A pal of mine always used to get his hard chrome plated as used on hydraulic rams and industrial stuff, it seems to last a very long time and turns a really nice hue of dark blues, much cheaper than decorative chrome plating
As already mentioned, it’s down to surface prep rather than the product. They need to be super clean and keyed, not polished smooth with wire wheels. Get them sandblasted and coat them immediately, even leaving overnight can get surface bloom with cast iron from the moisture in the air. Even rattlecan VHT will work if you do this.
Thanks for all the helpful replies. I understand the point about cast iron being hard to prep.The casting is pretty rough in places and just about impossible to completely clean up.On old Jags they used to use a finish called vitreous enamel,but I have never seen any company offer it. I suppose stave enamel could also work, but not having tried it could be expensive on parts that are hard to coat because of the rough sand cast finish ?
I'll try to find the ad again, because it might have been vitreous enamelling rather than stove - I don't know the difference. You could probably phone them up for their opinion on what you have - I seem to recall the ad was aimed at exhaust manifolds. Whichever treatment it was, it was not suitable for a steel tubular manifold.
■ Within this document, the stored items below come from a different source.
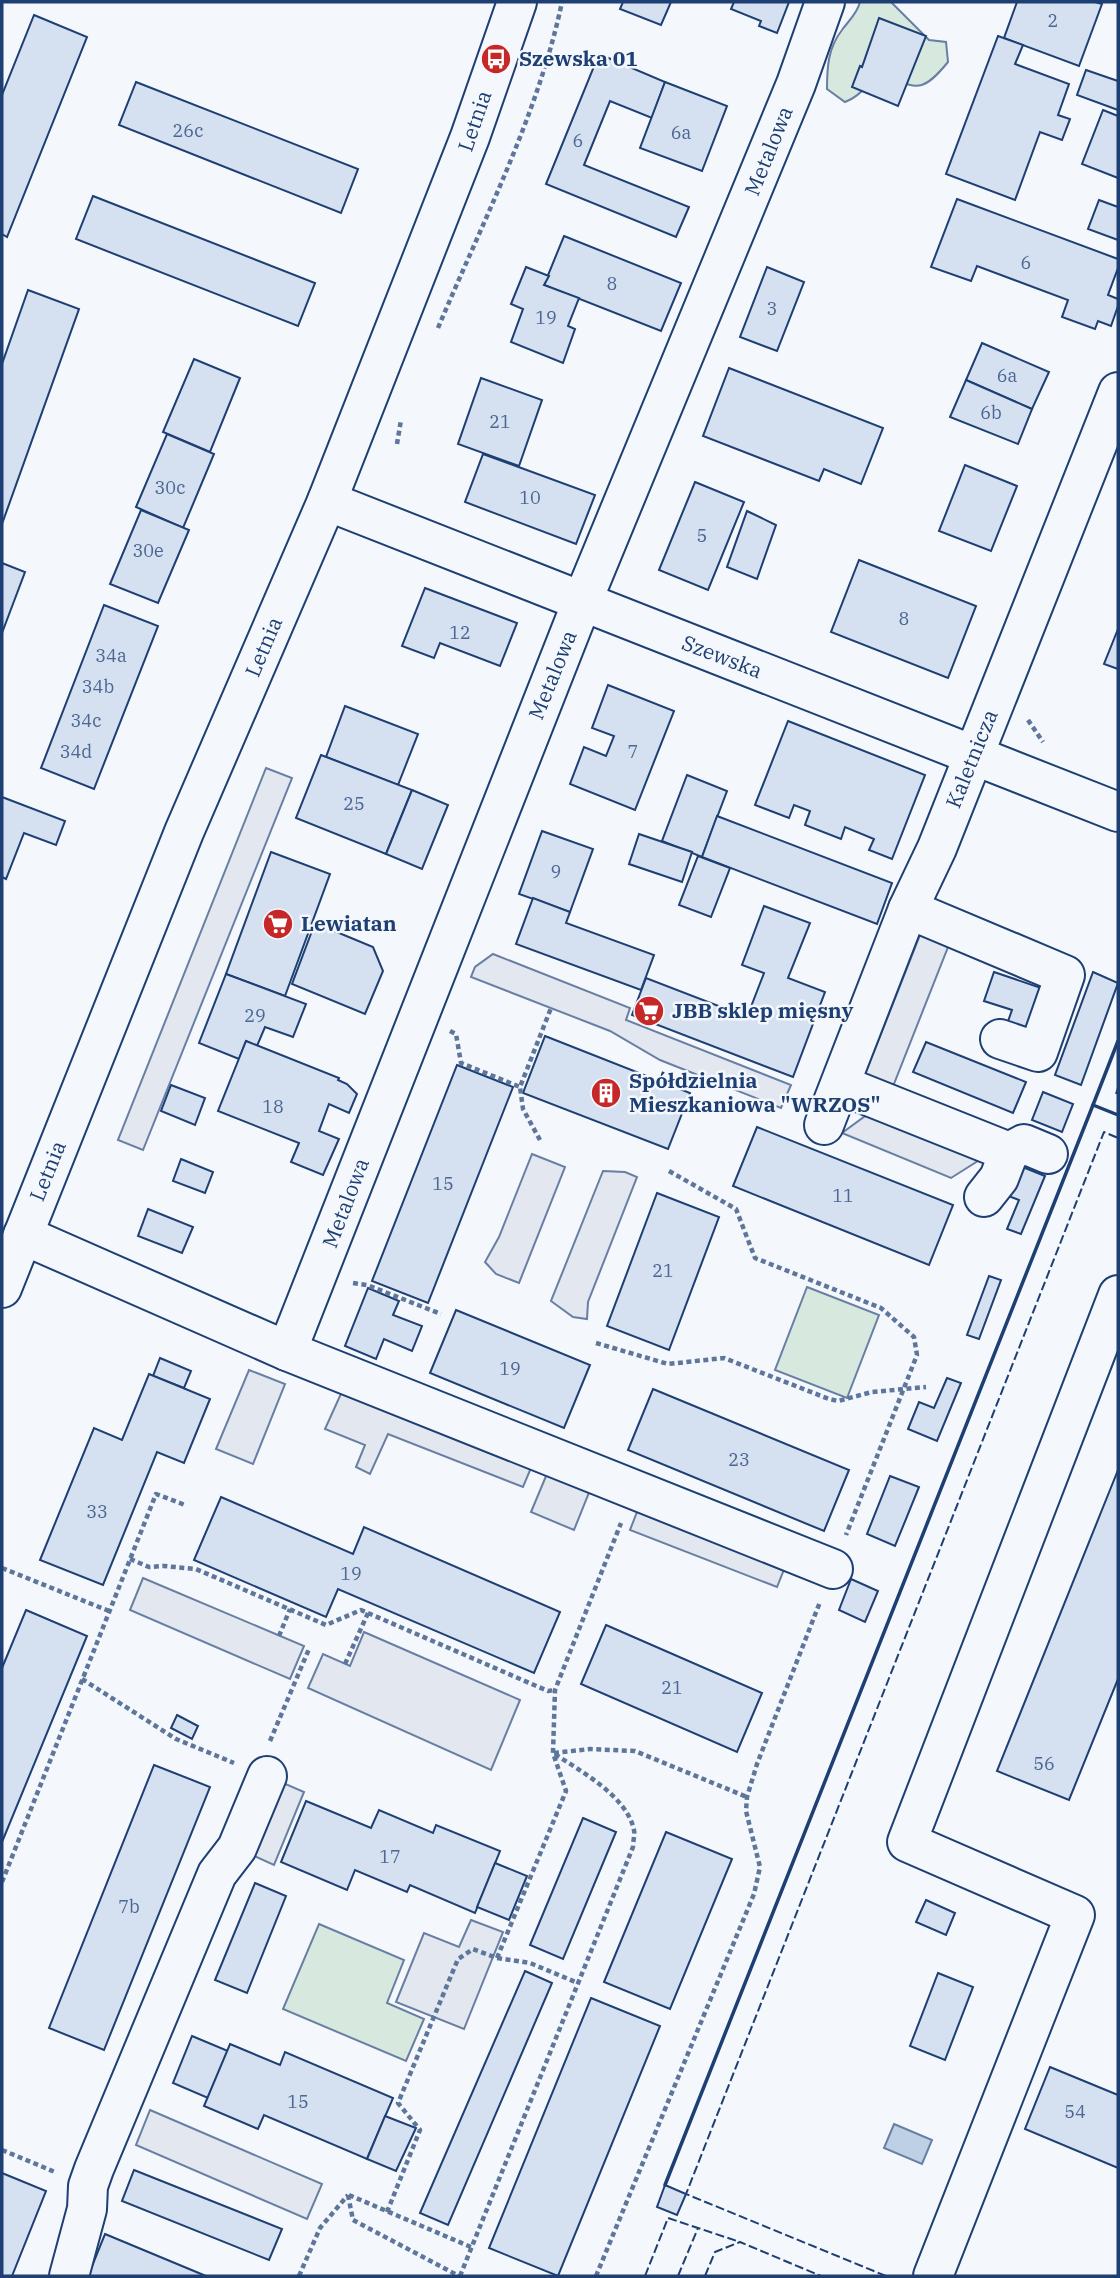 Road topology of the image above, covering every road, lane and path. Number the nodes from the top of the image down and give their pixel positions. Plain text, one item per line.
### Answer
1 (517, 2) edge
2 (562, 2) edge
3 (825, 2) edge
4 (435, 333) dead end
5 (1118, 392) edge
6 (405, 409) dead end
7 (397, 444) dead end
8 (327, 501) junction
9 (582, 602) junction
10 (996, 699) junction
11 (1052, 750) dead end
12 (973, 755) junction
13 (1118, 812) edge
14 (908, 909) junction
15 (551, 1008) dead end
16 (418, 1018) junction
17 (1000, 1040) dead end
18 (841, 1085) junction
19 (520, 1087) junction
20 (824, 1125) dead end
21 (540, 1140) dead end
22 (1009, 1152) junction
23 (1048, 1154) dead end
24 (669, 1171) dead end
25 (985, 1197) dead end
26 (23, 1236) junction
27 (319, 1271) junction
28 (2, 1288) edge
29 (1118, 1295) edge
30 (441, 1314) dead end
31 (596, 1343) dead end
32 (287, 1351) junction
33 (926, 1387) dead end
34 (903, 1391) junction
35 (634, 1490) junction
36 (185, 1505) dead end
37 (130, 1559) junction
38 (2, 1568) edge
39 (833, 1569) junction
40 (290, 1609) junction
41 (109, 1611) junction
42 (368, 1612) junction
43 (279, 1636) dead end
44 (309, 1648) dead end
45 (345, 1664) dead end
46 (82, 1679) junction
47 (555, 1690) junction
48 (553, 1753) junction
49 (267, 1776) junction
50 (747, 1797) junction
51 (2, 1882) edge
52 (497, 1958) junction
53 (578, 1983) junction
54 (2, 2150) edge
55 (88, 2186) junction
56 (348, 2195) junction
57 (387, 2212) junction
58 (471, 2247) junction
59 (69, 2276) edge
60 (299, 2276) edge
61 (459, 2276) edge
62 (596, 2276) edge
63 (933, 2276) edge

1 - 8 street, Letnia
2 - 4 path
3 - 9 street, Metalowa
5 - 10 street, Kaletnicza
6 - 7 path
8 - 9 street, Szewska
8 - 26 street, Letnia
9 - 12 street, Szewska
9 - 16 street, Metalowa
10 - 11 path
10 - 12 street, Kaletnicza
12 - 13 street, Szewska
12 - 14 street, Kaletnicza
14 - 17 street
14 - 18 street, Kaletnicza
15 - 19 path
16 - 19 path
16 - 27 street, Metalowa
18 - 20 street, Kaletnicza
18 - 22 street
19 - 21 path
22 - 23 street
22 - 25 street
24 - 34 path
26 - 28 street, Letnia
26 - 32 street
27 - 30 path
27 - 32 street, Metalowa
29 - 63 street
31 - 34 path
32 - 35 street
33 - 34 path
34 - 39 path
35 - 39 street
35 - 47 path
36 - 37 path
37 - 40 path
37 - 41 path
38 - 41 path
39 - 50 path
40 - 42 path
40 - 43 path
41 - 46 path
42 - 45 path
42 - 47 path
44 - 49 path
46 - 49 path
46 - 51 path
47 - 48 path
48 - 50 path
48 - 52 path
48 - 53 path
49 - 55 street
50 - 62 path
52 - 53 path
52 - 57 path
53 - 58 path
54 - 55 path
55 - 59 street
56 - 57 path
56 - 60 path
56 - 61 path
57 - 58 path
58 - 61 path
Just in case anyone else wanted to know I tried a little research on the TR6 an E-type forums and the word seems to be that stove enamel will not last and there is a vitreous enamel firm in the Black Country somewhere but they are very expensive and the finish just ends up looking like BBQ paint if you drive your car much. Think I will go with the stove polish, at least it is cheap and can be touched up when needed.